Items listed in a dataset:
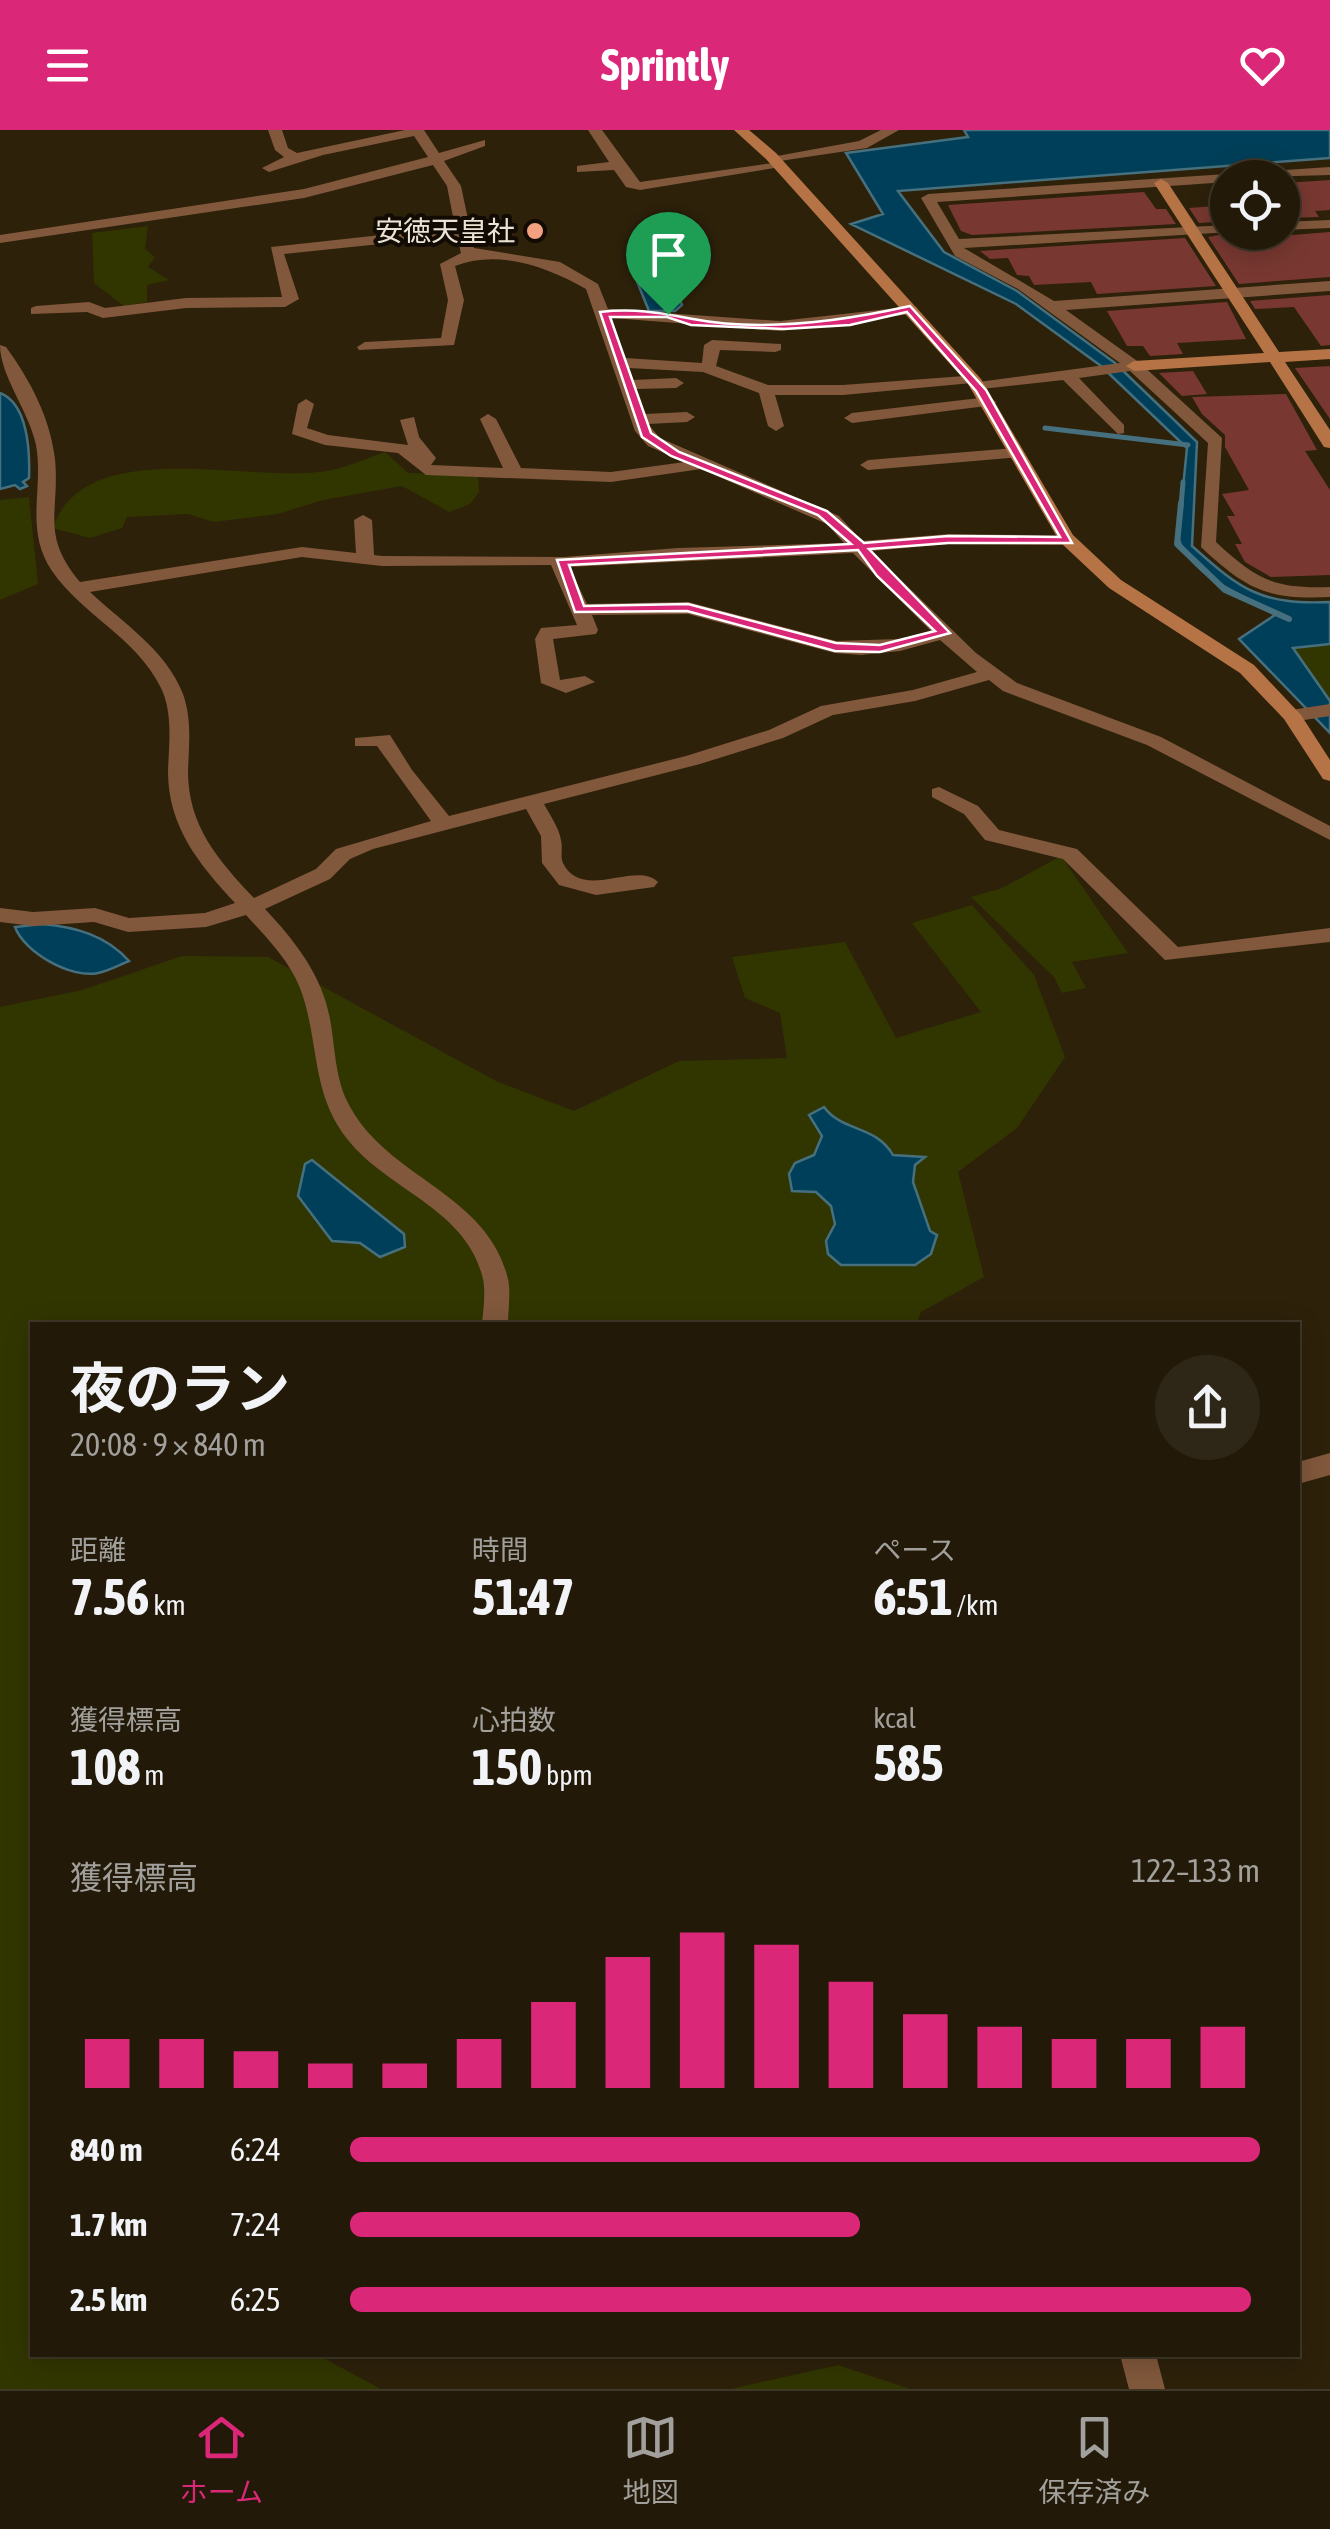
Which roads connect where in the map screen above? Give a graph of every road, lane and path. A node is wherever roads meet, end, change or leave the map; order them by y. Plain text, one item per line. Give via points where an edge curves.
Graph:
1 (276, 130) edge
2 (423, 130) edge
3 (595, 130) edge
4 (741, 130) edge
5 (892, 130) edge
6 (480, 143) dead end
7 (431, 155) junction
8 (293, 157) junction
9 (776, 162) junction
10 (618, 164) junction
11 (270, 168) dead end
12 (582, 169) dead end
13 (1330, 171) edge
14 (1300, 173) edge
15 (1210, 179) edge
16 (1161, 183) junction
17 (1330, 224) edge
18 (1300, 225) edge
19 (1210, 230) edge
20 (461, 231) junction
21 (1192, 231) junction
22 (0, 240) edge
23 (955, 244) junction
24 (473, 254) junction
25 (1330, 286) edge
26 (1232, 292) junction
27 (1051, 306) junction
28 (910, 309) junction
29 (36, 312) dead end
30 (604, 314) junction
31 (365, 346) dead end
32 (775, 347) dead end
33 (0, 350) edge
34 (1330, 354) edge
35 (1274, 358) junction
36 (620, 363) junction
37 (1128, 367) junction
38 (706, 368) junction
39 (1067, 375) junction
40 (676, 383) dead end
41 (627, 385) junction
42 (979, 388) junction
43 (766, 390) junction
44 (306, 404) dead end
45 (1102, 412) junction
46 (1081, 413) dead end
47 (687, 417) dead end
48 (852, 418) dead end
49 (488, 419) dead end
50 (638, 419) junction
51 (408, 420) dead end
52 (776, 426) dead end
53 (1325, 426) edge
54 (1118, 428) dead end
55 (1330, 442) edge
56 (1016, 452) junction
57 (701, 464) junction
58 (868, 465) dead end
59 (436, 470) junction
60 (514, 472) junction
61 (363, 520) dead end
62 (1068, 540) junction
63 (861, 546) junction
64 (365, 558) junction
65 (562, 562) junction
66 (78, 588) junction
67 (1330, 592) edge
68 (580, 610) junction
69 (944, 633) junction
70 (990, 674) junction
71 (585, 682) dead end
72 (1310, 713) edge
73 (362, 742) dead end
74 (1330, 775) edge
75 (939, 793) dead end
76 (532, 801) junction
77 (446, 825) junction
78 (1330, 834) edge
79 (647, 882) dead end
80 (250, 905) junction
81 (0, 916) edge
82 (1330, 935) edge
83 (496, 1322) edge
84 (1330, 1464) edge
85 (1300, 1472) edge
86 (1139, 2357) edge
87 (1147, 2389) edge

1 - 8 street via 282,150
2 - 7 street
2 - 8 street
3 - 10 street
4 - 9 main road
5 - 9 street via 862,145
6 - 7 street
7 - 20 street via 454,186
7 - 22 street via 250,204
8 - 11 street
9 - 10 street via 640,186
9 - 28 main road
10 - 12 street
13 - 14 street
15 - 16 street
16 - 21 main road
16 - 23 street via 928,198
17 - 18 street
19 - 21 street
20 - 24 street
20 - 29 street via 276,250 291,299 284,302
21 - 23 street
21 - 26 main road
23 - 27 street
24 - 30 street via 567,269 593,286
24 - 31 street via 447,264 456,300 448,342
25 - 26 street
26 - 27 street
26 - 35 main road
27 - 37 street
28 - 30 street via 784,326
28 - 42 main road
30 - 36 street
32 - 38 street via 712,345
33 - 66 street via 39,423 47,478 41,529 56,566
34 - 35 main road
35 - 37 main road
35 - 53 main road
36 - 38 street
36 - 41 street
37 - 39 street
37 - 67 street via 1216,442 1207,543 1248,581 1278,595
38 - 43 street
39 - 42 street
39 - 45 street
40 - 41 street
41 - 50 street
42 - 43 street
42 - 48 street
42 - 56 main road
43 - 52 street
44 - 59 street via 298,430 325,440 404,449 426,470
45 - 46 street
45 - 54 street
47 - 50 street
49 - 60 street
50 - 57 street via 654,442
51 - 59 street via 410,438
53 - 55 main road
56 - 58 street
56 - 62 main road
57 - 60 street via 611,477
57 - 63 street via 822,513
59 - 60 street
61 - 64 street
62 - 63 street
62 - 72 main road via 1115,584
63 - 65 street
63 - 69 street
64 - 65 street
64 - 66 street via 302,552
65 - 68 street
66 - 80 street via 161,670 178,713 186,823
68 - 69 street via 688,608 861,649
68 - 71 street via 589,630 548,632 544,638 551,683
69 - 70 street
70 - 76 street via 828,710 693,760
70 - 78 street via 1036,700 1154,741
72 - 74 main road
73 - 77 street via 383,739
75 - 82 street via 971,810 992,835 1070,854 1173,955
76 - 77 street
76 - 79 street via 552,836 552,862 566,880 596,888
77 - 80 street via 366,844 343,854 324,874
80 - 81 street via 168,925 128,925 95,915
80 - 83 street via 306,977 323,1065 356,1136 468,1222 486,1249 498,1287
84 - 85 street
86 - 87 street

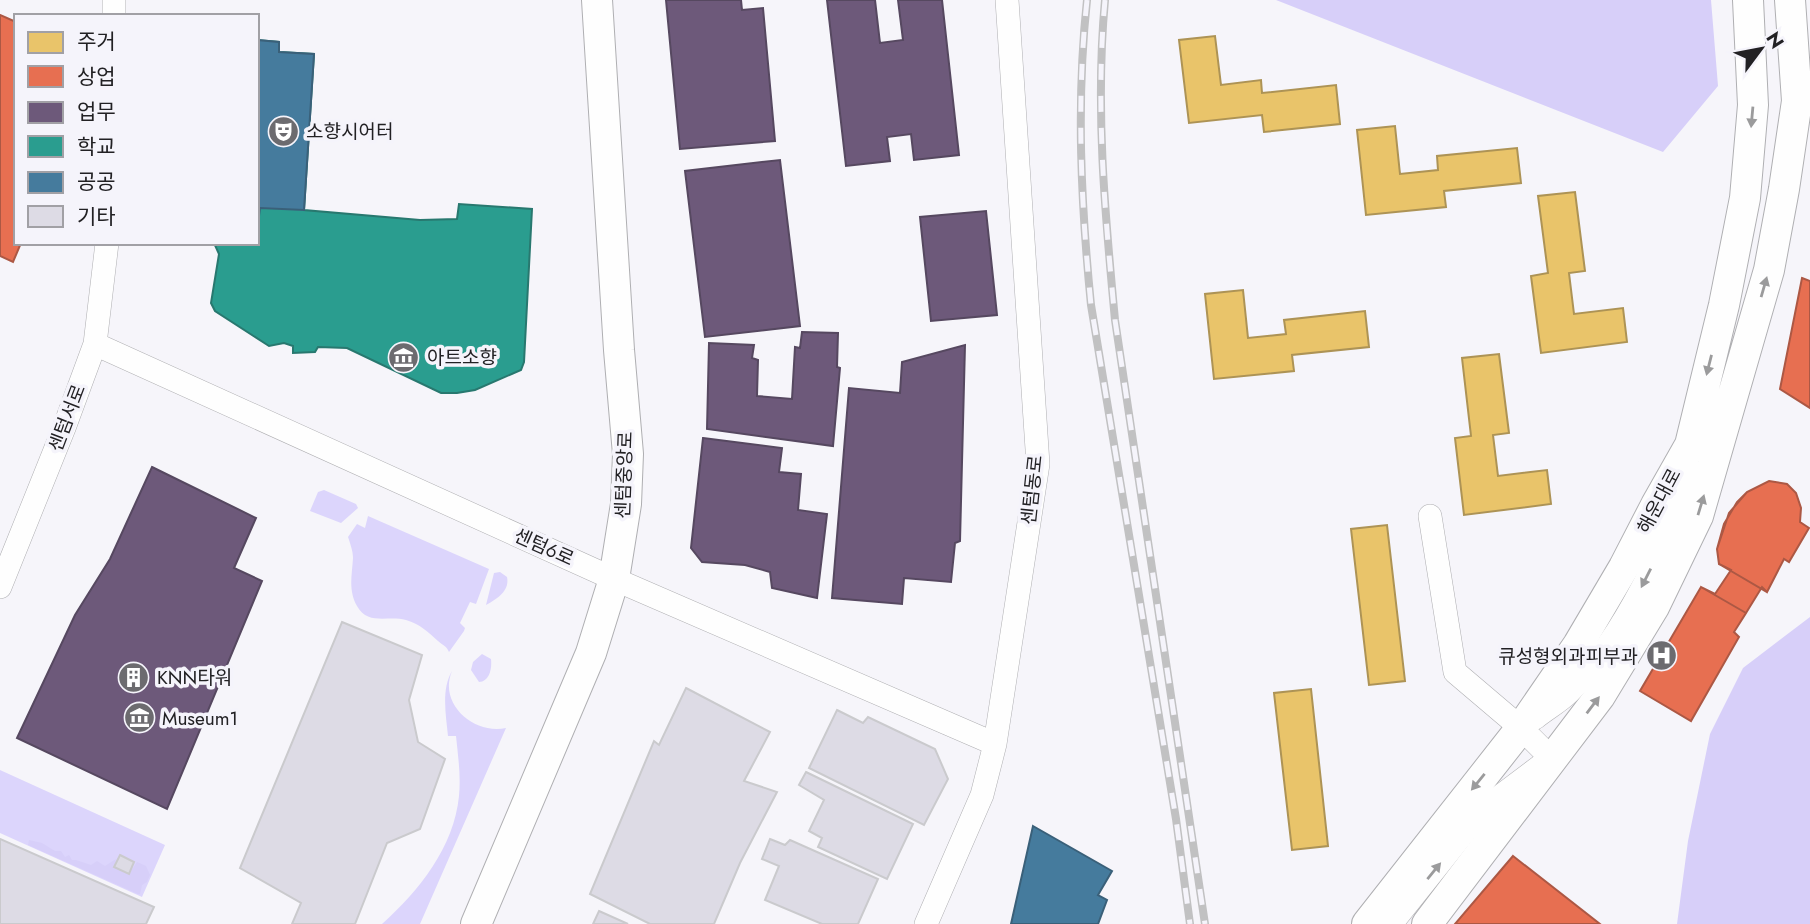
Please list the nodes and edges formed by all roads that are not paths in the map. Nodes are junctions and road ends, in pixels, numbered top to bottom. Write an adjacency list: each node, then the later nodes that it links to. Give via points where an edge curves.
1 (597, 0): 8 (main road, 센텀중앙로, via 628,454 626,504)
2 (1007, 0): 11 (street, 센텀동로, via 1038,464)
3 (1748, 0): 10 (main road, 해운대로, one-way to 10, via 1753,105 1745,198 1690,444 1625,567)
4 (1790, 4): 12 (main road, 해운대로, one-way to 4, via 1607,685 1654,607 1698,516 1769,270 1782,203 1797,100)
5 (107, 245): 6 (street, 센텀서로)
6 (95, 344): 8 (street, 센텀6로); 9 (street, 센텀서로)
7 (1430, 516): 10 (street, via 1455,672)
8 (614, 579): 11 (street, 센텀6로); 13 (main road, 센텀중앙로, via 591,653)
9 (0, 587)
10 (1521, 728): 12 (street); 15 (main road, 해운대로, one-way to 15)
11 (995, 744): 14 (street, 센텀동로, via 982,795)
12 (1551, 758): 16 (street, one-way to 12, via 1482,810); 17 (main road, 해운대로)
13 (476, 924)
14 (926, 924)
15 (1367, 924)
16 (1391, 924)
17 (1427, 924)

**Exercise goal**
The answer must be the entries above, printed exactly, with no pictures.

**Answer to this task**
Which roads connect where in the map screen above? Give a graph of every road, lane and path. A node is wherever roads meet, end, change or leave the map; order them by y. Plain text, one item per line. Give via points where an edge curves.
Graph:
1 (276, 130) edge
2 (423, 130) edge
3 (595, 130) edge
4 (741, 130) edge
5 (892, 130) edge
6 (480, 143) dead end
7 (431, 155) junction
8 (293, 157) junction
9 (776, 162) junction
10 (618, 164) junction
11 (270, 168) dead end
12 (582, 169) dead end
13 (1330, 171) edge
14 (1300, 173) edge
15 (1210, 179) edge
16 (1161, 183) junction
17 (1330, 224) edge
18 (1300, 225) edge
19 (1210, 230) edge
20 (461, 231) junction
21 (1192, 231) junction
22 (0, 240) edge
23 (955, 244) junction
24 (473, 254) junction
25 (1330, 286) edge
26 (1232, 292) junction
27 (1051, 306) junction
28 (910, 309) junction
29 (36, 312) dead end
30 (604, 314) junction
31 (365, 346) dead end
32 (775, 347) dead end
33 (0, 350) edge
34 (1330, 354) edge
35 (1274, 358) junction
36 (620, 363) junction
37 (1128, 367) junction
38 (706, 368) junction
39 (1067, 375) junction
40 (676, 383) dead end
41 (627, 385) junction
42 (979, 388) junction
43 (766, 390) junction
44 (306, 404) dead end
45 (1102, 412) junction
46 (1081, 413) dead end
47 (687, 417) dead end
48 (852, 418) dead end
49 (488, 419) dead end
50 (638, 419) junction
51 (408, 420) dead end
52 (776, 426) dead end
53 (1325, 426) edge
54 (1118, 428) dead end
55 (1330, 442) edge
56 (1016, 452) junction
57 (701, 464) junction
58 (868, 465) dead end
59 (436, 470) junction
60 (514, 472) junction
61 (363, 520) dead end
62 (1068, 540) junction
63 (861, 546) junction
64 (365, 558) junction
65 (562, 562) junction
66 (78, 588) junction
67 (1330, 592) edge
68 (580, 610) junction
69 (944, 633) junction
70 (990, 674) junction
71 (585, 682) dead end
72 (1310, 713) edge
73 (362, 742) dead end
74 (1330, 775) edge
75 (939, 793) dead end
76 (532, 801) junction
77 (446, 825) junction
78 (1330, 834) edge
79 (647, 882) dead end
80 (250, 905) junction
81 (0, 916) edge
82 (1330, 935) edge
83 (496, 1322) edge
84 (1330, 1464) edge
85 (1300, 1472) edge
86 (1139, 2357) edge
87 (1147, 2389) edge

1 - 8 street via 282,150
2 - 7 street
2 - 8 street
3 - 10 street
4 - 9 main road
5 - 9 street via 862,145
6 - 7 street
7 - 20 street via 454,186
7 - 22 street via 250,204
8 - 11 street
9 - 10 street via 640,186
9 - 28 main road
10 - 12 street
13 - 14 street
15 - 16 street
16 - 21 main road
16 - 23 street via 928,198
17 - 18 street
19 - 21 street
20 - 24 street
20 - 29 street via 276,250 291,299 284,302
21 - 23 street
21 - 26 main road
23 - 27 street
24 - 30 street via 567,269 593,286
24 - 31 street via 447,264 456,300 448,342
25 - 26 street
26 - 27 street
26 - 35 main road
27 - 37 street
28 - 30 street via 784,326
28 - 42 main road
30 - 36 street
32 - 38 street via 712,345
33 - 66 street via 39,423 47,478 41,529 56,566
34 - 35 main road
35 - 37 main road
35 - 53 main road
36 - 38 street
36 - 41 street
37 - 39 street
37 - 67 street via 1216,442 1207,543 1248,581 1278,595
38 - 43 street
39 - 42 street
39 - 45 street
40 - 41 street
41 - 50 street
42 - 43 street
42 - 48 street
42 - 56 main road
43 - 52 street
44 - 59 street via 298,430 325,440 404,449 426,470
45 - 46 street
45 - 54 street
47 - 50 street
49 - 60 street
50 - 57 street via 654,442
51 - 59 street via 410,438
53 - 55 main road
56 - 58 street
56 - 62 main road
57 - 60 street via 611,477
57 - 63 street via 822,513
59 - 60 street
61 - 64 street
62 - 63 street
62 - 72 main road via 1115,584
63 - 65 street
63 - 69 street
64 - 65 street
64 - 66 street via 302,552
65 - 68 street
66 - 80 street via 161,670 178,713 186,823
68 - 69 street via 688,608 861,649
68 - 71 street via 589,630 548,632 544,638 551,683
69 - 70 street
70 - 76 street via 828,710 693,760
70 - 78 street via 1036,700 1154,741
72 - 74 main road
73 - 77 street via 383,739
75 - 82 street via 971,810 992,835 1070,854 1173,955
76 - 77 street
76 - 79 street via 552,836 552,862 566,880 596,888
77 - 80 street via 366,844 343,854 324,874
80 - 81 street via 168,925 128,925 95,915
80 - 83 street via 306,977 323,1065 356,1136 468,1222 486,1249 498,1287
84 - 85 street
86 - 87 street

Please list the nodes and edges formed by all roads that are not paths in the map. Nodes are junctions and road ends, in pixels, numbered top to bottom. Write an adjacency list: each node, then the later nodes that it links to. Give via points where an edge curves.
1 (597, 0): 8 (main road, 센텀중앙로, via 628,454 626,504)
2 (1007, 0): 11 (street, 센텀동로, via 1038,464)
3 (1748, 0): 10 (main road, 해운대로, one-way to 10, via 1753,105 1745,198 1690,444 1625,567)
4 (1790, 4): 12 (main road, 해운대로, one-way to 4, via 1607,685 1654,607 1698,516 1769,270 1782,203 1797,100)
5 (107, 245): 6 (street, 센텀서로)
6 (95, 344): 8 (street, 센텀6로); 9 (street, 센텀서로)
7 (1430, 516): 10 (street, via 1455,672)
8 (614, 579): 11 (street, 센텀6로); 13 (main road, 센텀중앙로, via 591,653)
9 (0, 587)
10 (1521, 728): 12 (street); 15 (main road, 해운대로, one-way to 15)
11 (995, 744): 14 (street, 센텀동로, via 982,795)
12 (1551, 758): 16 (street, one-way to 12, via 1482,810); 17 (main road, 해운대로)
13 (476, 924)
14 (926, 924)
15 (1367, 924)
16 (1391, 924)
17 (1427, 924)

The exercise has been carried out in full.